# Cleaning a chainsaw, what do avoid?



## Jmaffei (Jan 3, 2011)

So I just got a Stihl 036 off craiglist for 60 bucks, compression 160, runs good so far (haven't sunk it into wood yet). I am trying to clean it up as I like my work equipment clean and I want my saws to last a long time. There is a lot of junk gunked up around the base of the cylinder and in all those crevices. Should I pull the cylinder and expose that area to clean it out? I am assuming I would have to seal up the lower half, I don't really want to do that since I have only put a cylinder back onto a piston once (my old 359). If I leave it on, how can I get all those areas clean? Seal up the exhaust outlet and the carb intake with tape and go to town on it? Also , is there anything fragile behind the clutch cover area, I took off the plastic cover that covers the handle break spring and oiler stuff and I want to clean that area up also. Also, I have already cleaned everything I can with my air compressor, it doesn't touch a lot of this stuff. Sorry for the long post, I just wanna get my saw clean and up and running again without messing it up. Thanks, James


----------



## minnnt (Jan 3, 2011)

I removed the exhaust and just picked at the funk with a small screw driver. Most of it came away with ease. Can't think of anything that you could damage behind the clutch cover. Also when you remove the air filter put a piece of tissue down the inlet to prevent any muck from getting down there. Will post some pics for you later. Cheers.


----------



## Roanoker494 (Jan 3, 2011)

Spray it down with a good cleaner, let it soak a couple minutes and spray it off with the water hose. You may need to repeat the process a couple times to get it clean. Use the small screwdriver, like suggested before, to get the stubborn stuff out. Stihl dealers have a good cleaner available, Awesome cleaner is also good and a lot of folks use Purple Power.


----------



## minnnt (Jan 3, 2011)




----------



## Jmaffei (Jan 3, 2011)

So it is ok to take a hose to it? I mean I know saws get rained on, just didn't wanna get too crazy with it. Thanks, James


----------



## Jimmy in NC (Jan 3, 2011)

I know some don't agree with it.. but I'll wet them down with a hose and purple cleaner. I won't work on a dirty saw. Figure any water is quickly displaced in the shop as I blow things dry and such on the bench.
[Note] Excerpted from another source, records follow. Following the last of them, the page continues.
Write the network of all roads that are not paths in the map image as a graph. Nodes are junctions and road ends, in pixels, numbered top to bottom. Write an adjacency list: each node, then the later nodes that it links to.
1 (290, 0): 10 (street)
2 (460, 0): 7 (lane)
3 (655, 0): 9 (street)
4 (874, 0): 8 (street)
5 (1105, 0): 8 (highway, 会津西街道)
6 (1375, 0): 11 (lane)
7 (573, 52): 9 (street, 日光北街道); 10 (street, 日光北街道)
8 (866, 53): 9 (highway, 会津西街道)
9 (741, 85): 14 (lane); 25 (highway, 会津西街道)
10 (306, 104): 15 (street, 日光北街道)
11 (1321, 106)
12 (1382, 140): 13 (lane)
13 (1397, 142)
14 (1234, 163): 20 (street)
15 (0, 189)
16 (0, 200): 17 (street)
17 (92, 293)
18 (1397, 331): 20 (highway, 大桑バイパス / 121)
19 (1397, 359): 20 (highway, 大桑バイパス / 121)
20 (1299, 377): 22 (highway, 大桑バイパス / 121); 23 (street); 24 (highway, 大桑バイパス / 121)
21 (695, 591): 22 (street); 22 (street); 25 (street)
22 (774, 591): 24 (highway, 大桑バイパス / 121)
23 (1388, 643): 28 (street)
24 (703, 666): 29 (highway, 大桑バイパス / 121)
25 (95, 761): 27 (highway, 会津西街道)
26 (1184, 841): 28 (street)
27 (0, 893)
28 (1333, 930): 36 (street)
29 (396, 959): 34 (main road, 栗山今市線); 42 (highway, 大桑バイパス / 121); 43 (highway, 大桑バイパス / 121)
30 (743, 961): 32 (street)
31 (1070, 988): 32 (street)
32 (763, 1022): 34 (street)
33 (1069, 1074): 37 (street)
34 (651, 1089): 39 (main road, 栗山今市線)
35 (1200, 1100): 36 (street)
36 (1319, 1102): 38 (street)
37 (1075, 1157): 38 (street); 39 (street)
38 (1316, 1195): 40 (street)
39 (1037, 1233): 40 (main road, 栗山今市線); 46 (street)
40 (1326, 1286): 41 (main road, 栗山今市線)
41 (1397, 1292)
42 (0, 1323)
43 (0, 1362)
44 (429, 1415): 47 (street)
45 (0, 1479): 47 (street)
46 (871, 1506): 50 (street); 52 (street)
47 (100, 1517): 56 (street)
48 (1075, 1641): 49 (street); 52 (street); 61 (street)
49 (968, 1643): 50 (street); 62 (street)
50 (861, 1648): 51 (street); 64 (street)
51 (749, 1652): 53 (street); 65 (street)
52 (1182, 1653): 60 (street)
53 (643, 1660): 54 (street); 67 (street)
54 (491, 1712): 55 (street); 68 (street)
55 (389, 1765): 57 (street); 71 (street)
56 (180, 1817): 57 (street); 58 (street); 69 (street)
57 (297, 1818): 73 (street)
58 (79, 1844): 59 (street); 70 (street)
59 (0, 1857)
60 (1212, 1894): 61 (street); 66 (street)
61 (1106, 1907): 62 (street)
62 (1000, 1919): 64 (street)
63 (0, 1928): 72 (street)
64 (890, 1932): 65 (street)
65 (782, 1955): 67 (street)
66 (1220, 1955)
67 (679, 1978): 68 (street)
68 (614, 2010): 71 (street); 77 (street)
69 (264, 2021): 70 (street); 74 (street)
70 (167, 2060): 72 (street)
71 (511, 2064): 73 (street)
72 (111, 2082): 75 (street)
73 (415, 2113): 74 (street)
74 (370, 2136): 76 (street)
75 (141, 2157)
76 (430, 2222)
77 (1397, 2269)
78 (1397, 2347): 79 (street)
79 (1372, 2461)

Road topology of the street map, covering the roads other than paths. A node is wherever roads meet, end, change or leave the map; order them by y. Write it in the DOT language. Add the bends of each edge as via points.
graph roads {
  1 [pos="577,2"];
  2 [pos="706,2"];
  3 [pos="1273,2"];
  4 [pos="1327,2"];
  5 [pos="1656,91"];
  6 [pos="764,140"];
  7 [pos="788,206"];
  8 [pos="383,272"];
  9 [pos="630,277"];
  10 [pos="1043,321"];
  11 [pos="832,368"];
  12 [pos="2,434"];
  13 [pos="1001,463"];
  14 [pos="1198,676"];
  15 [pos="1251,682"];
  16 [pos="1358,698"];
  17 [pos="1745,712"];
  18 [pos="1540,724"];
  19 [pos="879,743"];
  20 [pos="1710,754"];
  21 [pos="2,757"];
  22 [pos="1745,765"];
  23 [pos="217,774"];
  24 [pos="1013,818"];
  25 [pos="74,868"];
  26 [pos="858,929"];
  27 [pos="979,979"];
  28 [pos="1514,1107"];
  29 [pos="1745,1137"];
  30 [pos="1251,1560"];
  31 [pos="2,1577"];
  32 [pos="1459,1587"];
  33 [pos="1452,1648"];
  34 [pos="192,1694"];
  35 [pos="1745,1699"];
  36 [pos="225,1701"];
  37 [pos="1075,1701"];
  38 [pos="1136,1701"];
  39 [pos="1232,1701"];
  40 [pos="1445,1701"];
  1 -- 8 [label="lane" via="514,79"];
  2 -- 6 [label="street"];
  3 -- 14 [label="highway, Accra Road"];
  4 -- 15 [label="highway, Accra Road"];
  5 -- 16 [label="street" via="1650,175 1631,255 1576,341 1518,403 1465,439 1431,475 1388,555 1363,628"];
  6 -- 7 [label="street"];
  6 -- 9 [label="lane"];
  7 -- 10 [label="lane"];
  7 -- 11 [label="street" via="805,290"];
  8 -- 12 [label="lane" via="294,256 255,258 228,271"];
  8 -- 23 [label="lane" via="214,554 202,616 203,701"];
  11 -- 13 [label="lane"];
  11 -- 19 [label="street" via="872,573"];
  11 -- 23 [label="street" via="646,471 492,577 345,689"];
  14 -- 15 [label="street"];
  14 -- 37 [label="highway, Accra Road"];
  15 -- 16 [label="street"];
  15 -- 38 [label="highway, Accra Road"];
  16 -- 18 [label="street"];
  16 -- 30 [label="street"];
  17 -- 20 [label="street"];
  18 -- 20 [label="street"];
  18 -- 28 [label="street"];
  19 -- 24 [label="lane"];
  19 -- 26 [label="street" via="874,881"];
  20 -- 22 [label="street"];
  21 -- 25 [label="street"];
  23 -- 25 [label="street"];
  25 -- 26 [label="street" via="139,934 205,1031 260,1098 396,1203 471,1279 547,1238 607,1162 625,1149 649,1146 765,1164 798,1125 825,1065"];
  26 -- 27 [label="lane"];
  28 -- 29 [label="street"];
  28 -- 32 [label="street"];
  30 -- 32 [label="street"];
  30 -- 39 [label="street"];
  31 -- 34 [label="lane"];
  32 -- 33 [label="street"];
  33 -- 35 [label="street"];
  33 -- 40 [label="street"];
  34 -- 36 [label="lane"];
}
Never had a problem with it yet.


----------



## blsnelling (Jan 3, 2011)

Definately do not remove the cylinder before cleaning the saw up. Otherwise, you'll end up with dirt in the crankcase. I would not recommend water unless you have the saw mostly disassmbled and a good source of compressed air to dry it. You need the disassemble the saw anyway to get it clean. It's not that hard to pulle the handle/tank from the case. That's the only way you're going to really get it clean. Then once it's clean, you may want to pull the jug and decarbone the exhaust port, combustion chamber, and piston crown. I'd also go through the carb entirely as well. While it's apart, I also recommend inspecting the AV mount, intake boot, and impulse and fuel lines.


----------



## Jmaffei (Jan 3, 2011)

Thanks for the replies guys. Yeah I hosed her down and alternated scrubbing with simple green. I think I have it clean enough now to where I want it and do some touch up painting. I will go brad's route if there are any issues when I have it reassembled. What does getting all the carbon out of the cylinder/piston help? I am just curious, I guess it is like most things function better when they are clean. Also, how do you get the trigger out of the handle guard? Just punch the little metal rod? The whole handle was pretty much full of mud.


----------



## Duke Thieroff (Jan 3, 2011)

Jmaffei said:


> Thanks for the replies guys. Yeah I hosed her down and alternated scrubbing with simple green. I think I have it clean enough now to where I want it and do some touch up painting. I will go brad's route if there are any issues when I have it reassembled. What does getting all the carbon out of the cylinder/piston help? I am just curious, I guess it is like most things function better when they are clean. Also, how do you get the trigger out of the handle guard? Just punch the little metal rod? The whole handle was pretty much full of mud.


 
The carbon deposits inside the cylinder can come loose and can be abrasive to your cylinder walls.

CT


----------



## ptjeep (Jan 3, 2011)

Once you get that 036 cleaned up, throw it and the rest of your saws in the truck and head towards oliver springs for the GTG jan. 29!


----------



## ttyR2 (Jan 3, 2011)

You'd be amazed what a good stiff blow-off with an air nozzle will do. I start with that, and if I have to get serious, take off the coil, carb, etc, plug the ports on the cylinder, and go at it in a solvent tank. No water involved.


----------



## Pendagator (Jan 31, 2011)

*Cleaning an 026*

I spent several hours Sunday cleaning up a really dirty 026. I blew a lot of the dirt off first then I started taking it apart and cleaning each part. I stuffed some paper towel down the intake boot and taped some plastic over it and left the muffler on. I didn't submerge it in my parts washer, but I sit it on the tray and let cleaner flow over it and brushed it. I tried to keep it away from the intake and muffler as much as possible, but later when I took the tape off of the intake boot the paper towel was wet. I don't know if any got int the crank or not. I blew it out some and then flushed it with gas mix and then squirted some oil through the intake into the crank and rotated the crank, so maybe it won't rust. What about the starter rewind, how do you clean that? I put it in the parts washer and let it soak. I don't much like getting the rope and spring wet, but I blew it out later so maybe it won't hurt it.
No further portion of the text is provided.